COP26 has drawn to a close, but the summit’s Glasgow Climate Pact fails to deliver on vital emissions targets, and includes compromises for the fossil fuel industry
It’s no secret that young activists have taken the climate crisis much more seriously than most world leaders in recent years. For evidence, look no further than Mock COP26, the virtual conference held by students last year when politicians and industry leaders postponed the real thing, unable to get their private jets into Glasgow due to the coronavirus pandemic.
The official COP26 was eventually rescheduled to begin October 31, 2021, wrapping up this week — and yes, there were plenty of private jets. Throughout the summit, youth activism has taken centre stage yet again, with Greta Thunberg sounding the alarm about environmental collapse in the face of greenwashing and compromises for the fossil fuel industry.
Now, as the UN’s annual climate summit draws to a close, Thunberg has also taken aim at the final deal reached by political and industrial leaders. “Here’s a brief summary,” she writes on Twitter: “Blah, blah, blah.”
Elsewhere, Thunberg warns of media coverage that paints the COP26 resolutions in an overly positive light, adding: “Beware of a tsunami of greenwashing and media spin to somehow frame the outcome as ‘good’, ‘progress’, ‘hopeful’ or ‘a step in the right direction’.”
The 18-year-old activist does express some hope about the broader population’s fight against the climate crisis, however, noting the massive demonstrations outside the Glasgow conference. “The real work continues outside these halls,” she says. “And we will never give up, ever.”
Earlier this week (November 5), Thunberg addressed a crowd of protesters at the city’s Fridays for Future march. “Many are asking what it’ll take for people in power to wake up,” she said in her speech. “But let’s be clear: they’re already awake. They know exactly what they’re doing. They know exactly what priceless values they’re sacrificing to maintain business as usual.”
Thunberg isn’t the only one calling out the UN’s climate change conference this year, either. Earlier in November, youth activist Annie Pick criticised the UK government’s role in an interview with Dazed, after she confronted chancellor Rishi Sunak on the country’s fossil fuel subsidies and was subsequently banned from his talk.
Climate advocates from the Women and Gender Constituency have also spoken to Dazed about the inequalities of the negotiations and the lack of representation for women, despite the fact that women and non-binary folks are disproportionately impacted by the climate crisis. In fact, many women’s, Indigenous, and environmental groups have spoken out about being excluded from key COP26 talks.
Some world leaders have also criticised the finalised UN climate pact for not going far enough to curb the effects of man-made climate change.
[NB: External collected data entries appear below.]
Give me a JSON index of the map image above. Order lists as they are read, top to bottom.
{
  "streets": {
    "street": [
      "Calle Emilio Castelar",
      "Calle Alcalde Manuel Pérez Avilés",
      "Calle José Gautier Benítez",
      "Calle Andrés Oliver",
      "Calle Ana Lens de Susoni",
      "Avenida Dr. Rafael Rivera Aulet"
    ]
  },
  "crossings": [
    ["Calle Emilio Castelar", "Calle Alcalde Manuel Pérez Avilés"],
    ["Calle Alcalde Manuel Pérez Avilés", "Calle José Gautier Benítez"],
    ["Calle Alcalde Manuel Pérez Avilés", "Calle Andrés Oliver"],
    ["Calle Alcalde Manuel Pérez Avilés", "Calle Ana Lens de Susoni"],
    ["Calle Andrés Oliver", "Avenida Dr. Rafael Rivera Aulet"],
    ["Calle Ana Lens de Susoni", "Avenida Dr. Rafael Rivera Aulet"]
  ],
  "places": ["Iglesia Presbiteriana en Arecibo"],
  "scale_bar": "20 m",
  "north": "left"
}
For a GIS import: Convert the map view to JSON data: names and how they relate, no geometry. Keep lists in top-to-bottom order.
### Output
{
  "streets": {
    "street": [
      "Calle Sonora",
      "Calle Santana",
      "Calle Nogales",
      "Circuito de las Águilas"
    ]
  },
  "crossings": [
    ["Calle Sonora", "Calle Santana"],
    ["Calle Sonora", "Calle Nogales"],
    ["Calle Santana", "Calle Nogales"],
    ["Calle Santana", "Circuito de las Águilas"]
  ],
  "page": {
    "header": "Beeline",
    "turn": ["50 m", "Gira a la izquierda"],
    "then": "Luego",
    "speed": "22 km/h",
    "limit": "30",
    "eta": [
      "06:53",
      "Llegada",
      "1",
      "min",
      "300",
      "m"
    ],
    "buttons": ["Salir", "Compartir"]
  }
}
One sticking point is a last-minute intervention to water down language on “phasing out” coal by India (one of the three biggest polluters alongside China and the US, who similarly expressed concerns about the deal’s coal-use commitments).
The emissions pledges included in the agreement also fall short of those required to cap global warming at 1.5 degrees, according to the architects of the Paris agreement that originally set the threshold in place. Alok Sharma, the UK president of the COP26 summit, says that the hope of capping warming at 1.5 degrees is “still alive”, but “its pulse is weak and it will only survive if we keep our promises and translate commitments into rapid action.”